I was reading a statistics paper and saw a formula with floor operators. I wondered how to solve for one of the variables in the formula, but realized that I did not know how to work with these things.
I have the following, where I am trying to solve for $a$.

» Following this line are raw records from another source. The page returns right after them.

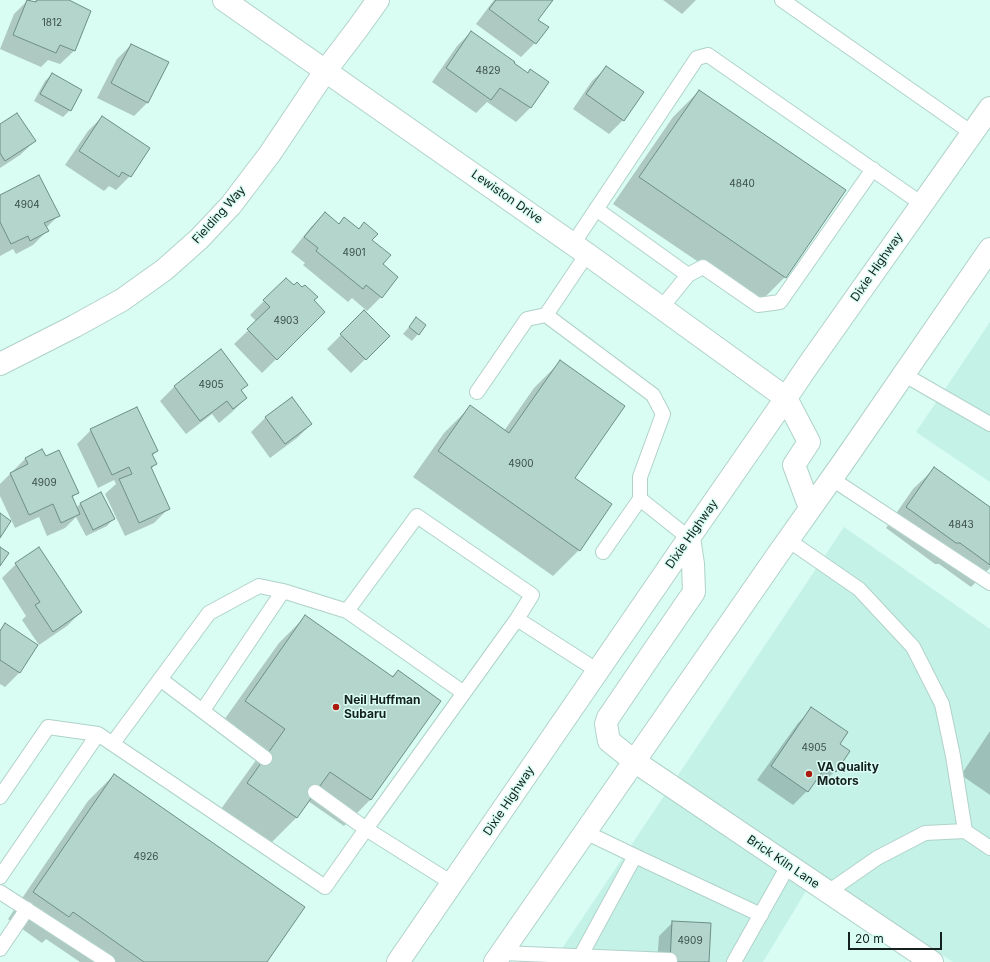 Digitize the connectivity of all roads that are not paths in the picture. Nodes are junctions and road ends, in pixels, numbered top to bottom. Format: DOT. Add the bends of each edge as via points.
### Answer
graph roads {
  1 [pos="224,0"];
  2 [pos="378,0"];
  3 [pos="782,0"];
  4 [pos="326,70"];
  5 [pos="990,108"];
  6 [pos="972,133"];
  7 [pos="872,169"];
  8 [pos="922,204"];
  9 [pos="596,209"];
  10 [pos="580,249"];
  11 [pos="990,249"];
  12 [pos="688,275"];
  13 [pos="662,307"];
  14 [pos="546,315"];
  15 [pos="0,364"];
  16 [pos="903,374"];
  17 [pos="477,392"];
  18 [pos="786,398"];
  19 [pos="990,424"];
  20 [pos="832,479"];
  21 [pos="640,499"];
  22 [pos="810,508"];
  23 [pos="689,538"];
  24 [pos="788,540"];
  25 [pos="603,552"];
  26 [pos="990,583"];
  27 [pos="283,591"];
  28 [pos="347,611"];
  29 [pos="517,618"];
  30 [pos="598,671"];
  31 [pos="160,679"];
  32 [pos="464,693"];
  33 [pos="203,710"];
  34 [pos="98,734"];
  35 [pos="113,743"];
  36 [pos="265,758"];
  37 [pos="634,761"];
  38 [pos="315,792"];
  39 [pos="0,797"];
  40 [pos="366,829"];
  41 [pos="965,831"];
  42 [pos="585,832"];
  43 [pos="990,848"];
  44 [pos="635,856"];
  45 [pos="788,866"];
  46 [pos="0,877"];
  47 [pos="452,884"];
  48 [pos="0,892"];
  49 [pos="828,892"];
  50 [pos="27,909"];
  51 [pos="761,915"];
  52 [pos="0,949"];
  53 [pos="580,957"];
  54 [pos="93,958"];
  55 [pos="498,958"];
  56 [pos="670,960"];
  57 [pos="108,962"];
  58 [pos="398,962"];
  59 [pos="734,962"];
  60 [pos="932,962"];
  1 -- 4 [label="main road, Lewiston Drive"];
  2 -- 4 [label="main road, Fielding Way"];
  3 -- 6 [label="lane"];
  4 -- 10 [label="main road, Lewiston Drive"];
  4 -- 15 [label="main road, Fielding Way" via="268,156 231,205 199,239 164,270 122,300"];
  5 -- 6 [label="main road, Dixie Highway"];
  6 -- 8 [label="main road, Dixie Highway"];
  7 -- 8 [label="lane"];
  7 -- 9 [label="lane" via="708,55 697,58"];
  7 -- 12 [label="lane" via="780,302 758,306 703,267"];
  8 -- 18 [label="main road, Dixie Highway"];
  9 -- 10 [label="lane"];
  9 -- 12 [label="lane"];
  10 -- 13 [label="main road, Lewiston Drive"];
  10 -- 14 [label="lane"];
  11 -- 16 [label="main road"];
  12 -- 13 [label="lane"];
  13 -- 18 [label="main road, Lewiston Drive"];
  14 -- 17 [label="lane" via="527,319"];
  14 -- 21 [label="lane" via="654,395 663,414 640,477"];
  16 -- 19 [label="lane"];
  16 -- 20 [label="main road"];
  18 -- 22 [label="main road" via="809,442 794,465"];
  18 -- 23 [label="main road, Dixie Highway"];
  20 -- 22 [label="main road"];
  20 -- 26 [label="lane"];
  21 -- 23 [label="lane"];
  21 -- 25 [label="lane"];
  22 -- 24 [label="main road"];
  23 -- 30 [label="main road, Dixie Highway"];
  23 -- 37 [label="main road, Brick Kiln Lane" via="694,592 606,724 609,741"];
  24 -- 37 [label="main road"];
  24 -- 41 [label="lane" via="859,589 913,647 942,704"];
  27 -- 28 [label="lane"];
  27 -- 31 [label="lane" via="259,586 209,613"];
  27 -- 33 [label="lane"];
  28 -- 29 [label="lane" via="417,516 532,595"];
  28 -- 32 [label="lane"];
  29 -- 30 [label="lane"];
  29 -- 32 [label="lane"];
  30 -- 47 [label="main road, Dixie Highway"];
  31 -- 33 [label="lane"];
  31 -- 35 [label="lane"];
  32 -- 40 [label="lane"];
  33 -- 36 [label="lane"];
  34 -- 35 [label="lane"];
  34 -- 39 [label="lane" via="48,727"];
  34 -- 46 [label="lane"];
  35 -- 40 [label="lane" via="325,887"];
  37 -- 42 [label="main road"];
  37 -- 45 [label="main road, Brick Kiln Lane"];
  38 -- 40 [label="lane"];
  40 -- 47 [label="lane"];
  41 -- 43 [label="lane"];
  41 -- 49 [label="lane" via="925,833 877,858"];
  42 -- 44 [label="lane"];
  42 -- 55 [label="main road"];
  44 -- 51 [label="lane"];
  44 -- 53 [label="lane"];
  45 -- 49 [label="main road, Brick Kiln Lane"];
  45 -- 51 [label="lane"];
  47 -- 58 [label="main road, Dixie Highway"];
  48 -- 50 [label="lane"];
  49 -- 60 [label="main road, Brick Kiln Lane"];
  50 -- 52 [label="lane"];
  50 -- 54 [label="lane"];
  51 -- 59 [label="lane"];
  53 -- 55 [label="lane"];
  53 -- 56 [label="lane"];
  54 -- 57 [label="lane"];
}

$y = \lfloor log(a) – log(b) \rfloor + 1$
I am confused about the order of operations with the floor operators $\lfloor \rfloor$.
I see some options
- Ignore the floor and solve for $a$
$y = log(a) – log(b) + 1$
$y – 1 + log(b) = log(a)$
$a = exp[y – 1 + log(b) ]$
- Apply floor to each expression in the formula then use ceiling
$y = \lfloor log(a) – log(b) \rfloor + 1$
$y = \lfloor log(a) \rfloor – \lfloor log(b) \rfloor + 1$
$\lfloor log(a) \rfloor = y – 1 + \lfloor log(b) \rfloor$
$log(a) = \lceil y – 1 + \lfloor log(b) \rfloor\rceil$
$a = exp[\lceil y – 1 + \lfloor log(b) \rfloor\rceil]$
I could keep going with more I think, but I hope this gets the point across. I don't know how to do algebra with these ceiling and floor operators.
Best Answer
You have that $m = \lfloor{x}\rfloor$ if and only if $m \leq x < m + 1$. Thus, $$ y - 1 = \lfloor \log(a) - \log(b) \rfloor \implies y - 1 \leq \log(a) - \log(b) < y $$ and so we get $$ y - 1 + \log(b) \leq \log(a) < y + \log(b) $$ Exponentiating $$ be^{y - 1} \leq a < be^y $$ and so on...